** DATA SECTION follows **
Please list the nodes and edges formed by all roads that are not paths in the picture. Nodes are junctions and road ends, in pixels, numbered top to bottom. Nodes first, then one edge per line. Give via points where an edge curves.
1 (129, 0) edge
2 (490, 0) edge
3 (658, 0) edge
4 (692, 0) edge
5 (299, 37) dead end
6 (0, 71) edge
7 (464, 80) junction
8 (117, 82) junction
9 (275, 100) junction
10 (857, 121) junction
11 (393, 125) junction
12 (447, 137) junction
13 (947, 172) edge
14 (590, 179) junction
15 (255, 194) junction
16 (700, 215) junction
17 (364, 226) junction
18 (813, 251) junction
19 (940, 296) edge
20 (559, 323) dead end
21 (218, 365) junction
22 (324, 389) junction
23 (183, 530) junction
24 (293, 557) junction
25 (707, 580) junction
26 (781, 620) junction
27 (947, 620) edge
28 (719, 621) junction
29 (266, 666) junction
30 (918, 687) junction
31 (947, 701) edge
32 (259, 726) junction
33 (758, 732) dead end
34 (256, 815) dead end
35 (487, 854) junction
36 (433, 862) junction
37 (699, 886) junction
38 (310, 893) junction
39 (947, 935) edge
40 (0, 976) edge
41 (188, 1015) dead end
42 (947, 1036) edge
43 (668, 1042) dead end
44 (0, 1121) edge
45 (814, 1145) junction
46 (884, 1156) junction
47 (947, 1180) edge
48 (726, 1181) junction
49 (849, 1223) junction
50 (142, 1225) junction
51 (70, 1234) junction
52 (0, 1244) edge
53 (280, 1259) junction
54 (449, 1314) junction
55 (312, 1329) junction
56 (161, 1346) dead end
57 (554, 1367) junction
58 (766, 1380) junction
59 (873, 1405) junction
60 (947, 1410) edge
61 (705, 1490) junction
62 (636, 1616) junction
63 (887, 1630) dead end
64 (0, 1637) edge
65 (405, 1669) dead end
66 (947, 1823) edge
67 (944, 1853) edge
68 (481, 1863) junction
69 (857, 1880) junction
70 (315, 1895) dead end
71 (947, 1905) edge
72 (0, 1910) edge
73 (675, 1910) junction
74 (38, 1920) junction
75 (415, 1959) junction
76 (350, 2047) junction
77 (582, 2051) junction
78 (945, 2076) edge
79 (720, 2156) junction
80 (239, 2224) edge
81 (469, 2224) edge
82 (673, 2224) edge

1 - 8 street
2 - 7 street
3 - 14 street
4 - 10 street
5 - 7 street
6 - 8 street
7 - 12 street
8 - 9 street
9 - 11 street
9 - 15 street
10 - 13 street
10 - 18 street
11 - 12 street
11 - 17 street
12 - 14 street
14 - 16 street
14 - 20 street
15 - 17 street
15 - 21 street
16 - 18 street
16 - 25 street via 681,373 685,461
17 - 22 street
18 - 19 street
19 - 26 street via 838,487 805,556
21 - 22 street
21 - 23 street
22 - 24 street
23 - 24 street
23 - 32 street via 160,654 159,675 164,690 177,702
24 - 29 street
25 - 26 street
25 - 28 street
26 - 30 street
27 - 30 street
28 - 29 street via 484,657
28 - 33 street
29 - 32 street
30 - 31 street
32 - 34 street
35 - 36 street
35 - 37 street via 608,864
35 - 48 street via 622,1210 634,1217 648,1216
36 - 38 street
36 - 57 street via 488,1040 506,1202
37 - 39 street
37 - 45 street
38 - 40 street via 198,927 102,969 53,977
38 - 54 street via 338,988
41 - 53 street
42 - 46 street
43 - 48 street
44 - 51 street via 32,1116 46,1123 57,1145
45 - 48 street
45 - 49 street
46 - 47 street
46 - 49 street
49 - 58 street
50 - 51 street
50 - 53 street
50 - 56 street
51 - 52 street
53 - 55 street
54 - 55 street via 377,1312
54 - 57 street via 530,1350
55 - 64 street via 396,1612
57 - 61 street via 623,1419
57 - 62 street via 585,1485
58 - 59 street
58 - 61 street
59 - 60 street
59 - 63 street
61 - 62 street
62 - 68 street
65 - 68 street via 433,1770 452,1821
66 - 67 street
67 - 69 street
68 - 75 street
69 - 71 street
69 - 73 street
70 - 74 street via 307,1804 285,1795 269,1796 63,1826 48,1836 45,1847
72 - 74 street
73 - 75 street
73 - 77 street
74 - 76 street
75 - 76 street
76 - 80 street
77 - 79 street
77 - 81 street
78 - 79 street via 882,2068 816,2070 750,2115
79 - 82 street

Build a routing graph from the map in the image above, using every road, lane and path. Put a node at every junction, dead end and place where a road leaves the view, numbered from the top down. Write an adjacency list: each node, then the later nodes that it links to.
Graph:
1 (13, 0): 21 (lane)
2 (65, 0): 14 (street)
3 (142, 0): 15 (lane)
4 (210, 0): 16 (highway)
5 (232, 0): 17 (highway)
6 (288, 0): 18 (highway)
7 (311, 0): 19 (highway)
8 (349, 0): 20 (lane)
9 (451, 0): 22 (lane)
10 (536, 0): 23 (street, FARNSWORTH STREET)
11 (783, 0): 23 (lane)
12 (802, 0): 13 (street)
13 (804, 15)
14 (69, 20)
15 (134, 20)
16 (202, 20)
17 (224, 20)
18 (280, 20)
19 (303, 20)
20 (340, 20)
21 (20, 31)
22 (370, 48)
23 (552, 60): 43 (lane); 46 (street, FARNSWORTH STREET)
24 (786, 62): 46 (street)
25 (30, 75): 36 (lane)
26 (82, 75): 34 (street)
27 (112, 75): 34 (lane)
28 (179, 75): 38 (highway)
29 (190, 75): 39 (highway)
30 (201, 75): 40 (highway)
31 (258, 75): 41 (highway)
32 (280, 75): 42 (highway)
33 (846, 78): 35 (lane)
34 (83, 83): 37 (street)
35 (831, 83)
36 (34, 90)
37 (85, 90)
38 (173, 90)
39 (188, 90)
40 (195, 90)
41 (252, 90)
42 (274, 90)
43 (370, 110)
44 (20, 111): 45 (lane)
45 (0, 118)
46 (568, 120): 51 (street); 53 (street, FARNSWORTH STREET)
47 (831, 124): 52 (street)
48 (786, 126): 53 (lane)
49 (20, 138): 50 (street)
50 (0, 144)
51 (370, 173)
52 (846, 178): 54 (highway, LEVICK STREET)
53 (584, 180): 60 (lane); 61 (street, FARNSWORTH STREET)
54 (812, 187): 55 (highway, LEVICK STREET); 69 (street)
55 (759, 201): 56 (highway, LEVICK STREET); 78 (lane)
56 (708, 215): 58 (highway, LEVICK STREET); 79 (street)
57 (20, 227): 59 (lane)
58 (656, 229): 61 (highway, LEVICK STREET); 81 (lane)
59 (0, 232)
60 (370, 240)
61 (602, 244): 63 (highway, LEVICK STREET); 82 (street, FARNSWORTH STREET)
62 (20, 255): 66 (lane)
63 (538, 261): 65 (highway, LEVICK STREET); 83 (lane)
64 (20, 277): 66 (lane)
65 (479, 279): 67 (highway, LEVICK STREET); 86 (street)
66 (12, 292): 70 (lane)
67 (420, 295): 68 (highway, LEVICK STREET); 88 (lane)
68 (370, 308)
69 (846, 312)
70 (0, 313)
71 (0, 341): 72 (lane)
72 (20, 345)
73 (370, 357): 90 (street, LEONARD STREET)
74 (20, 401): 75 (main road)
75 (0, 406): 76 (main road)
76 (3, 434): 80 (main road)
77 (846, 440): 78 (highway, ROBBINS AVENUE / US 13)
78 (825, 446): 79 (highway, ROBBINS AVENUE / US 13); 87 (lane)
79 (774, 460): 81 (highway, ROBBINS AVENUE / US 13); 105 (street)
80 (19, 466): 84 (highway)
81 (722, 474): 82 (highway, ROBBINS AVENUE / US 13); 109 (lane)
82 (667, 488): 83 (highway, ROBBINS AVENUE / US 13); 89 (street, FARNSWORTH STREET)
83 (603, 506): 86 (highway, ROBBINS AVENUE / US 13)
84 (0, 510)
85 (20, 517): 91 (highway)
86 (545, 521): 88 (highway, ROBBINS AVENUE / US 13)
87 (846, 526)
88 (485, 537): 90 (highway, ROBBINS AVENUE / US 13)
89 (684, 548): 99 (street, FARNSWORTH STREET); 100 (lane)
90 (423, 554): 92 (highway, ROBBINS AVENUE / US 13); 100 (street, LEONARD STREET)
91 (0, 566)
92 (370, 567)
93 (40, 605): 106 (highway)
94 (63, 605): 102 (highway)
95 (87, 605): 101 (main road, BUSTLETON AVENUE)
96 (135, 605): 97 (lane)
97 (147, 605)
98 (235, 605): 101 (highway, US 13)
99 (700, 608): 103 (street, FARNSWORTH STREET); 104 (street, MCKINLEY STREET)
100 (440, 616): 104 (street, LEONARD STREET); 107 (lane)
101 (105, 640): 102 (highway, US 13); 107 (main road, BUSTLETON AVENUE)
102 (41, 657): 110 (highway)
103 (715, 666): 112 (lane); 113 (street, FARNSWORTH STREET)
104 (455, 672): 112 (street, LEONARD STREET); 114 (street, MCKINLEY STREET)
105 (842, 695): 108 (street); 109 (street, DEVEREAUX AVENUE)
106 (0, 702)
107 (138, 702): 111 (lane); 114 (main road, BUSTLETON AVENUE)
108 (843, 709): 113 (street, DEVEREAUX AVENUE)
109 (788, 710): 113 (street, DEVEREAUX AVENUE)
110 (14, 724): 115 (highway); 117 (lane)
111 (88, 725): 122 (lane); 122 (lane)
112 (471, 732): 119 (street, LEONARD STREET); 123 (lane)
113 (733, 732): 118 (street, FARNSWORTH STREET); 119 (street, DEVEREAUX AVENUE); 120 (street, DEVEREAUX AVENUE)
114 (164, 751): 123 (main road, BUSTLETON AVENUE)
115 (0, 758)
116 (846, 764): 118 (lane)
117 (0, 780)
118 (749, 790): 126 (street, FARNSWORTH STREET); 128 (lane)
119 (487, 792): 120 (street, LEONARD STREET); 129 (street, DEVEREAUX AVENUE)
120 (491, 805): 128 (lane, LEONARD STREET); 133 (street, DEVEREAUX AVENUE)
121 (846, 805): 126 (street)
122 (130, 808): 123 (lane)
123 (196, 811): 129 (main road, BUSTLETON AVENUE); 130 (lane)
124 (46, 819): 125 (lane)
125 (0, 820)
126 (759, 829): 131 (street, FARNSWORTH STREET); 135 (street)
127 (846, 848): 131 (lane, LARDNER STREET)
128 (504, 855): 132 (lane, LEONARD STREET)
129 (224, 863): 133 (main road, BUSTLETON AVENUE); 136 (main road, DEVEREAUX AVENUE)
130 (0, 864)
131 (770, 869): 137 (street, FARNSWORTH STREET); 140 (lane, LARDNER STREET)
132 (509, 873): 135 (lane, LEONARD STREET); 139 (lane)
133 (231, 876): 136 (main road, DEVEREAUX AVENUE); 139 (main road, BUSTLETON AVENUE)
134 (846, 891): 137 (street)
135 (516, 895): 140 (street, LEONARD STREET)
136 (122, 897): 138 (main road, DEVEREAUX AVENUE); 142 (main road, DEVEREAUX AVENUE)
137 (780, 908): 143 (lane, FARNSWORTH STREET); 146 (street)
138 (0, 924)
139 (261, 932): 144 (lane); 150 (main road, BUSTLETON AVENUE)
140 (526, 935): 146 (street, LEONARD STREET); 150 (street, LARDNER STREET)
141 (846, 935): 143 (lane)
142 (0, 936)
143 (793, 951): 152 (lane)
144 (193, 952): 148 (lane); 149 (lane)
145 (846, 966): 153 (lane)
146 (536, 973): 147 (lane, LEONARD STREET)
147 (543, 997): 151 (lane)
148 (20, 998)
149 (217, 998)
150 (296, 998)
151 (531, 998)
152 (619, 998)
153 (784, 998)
** End of DATA SECTION **
== GOAL OF THE EXERCISE ==
Give only the number of lines above holding "numbered".

== RESULT ==
2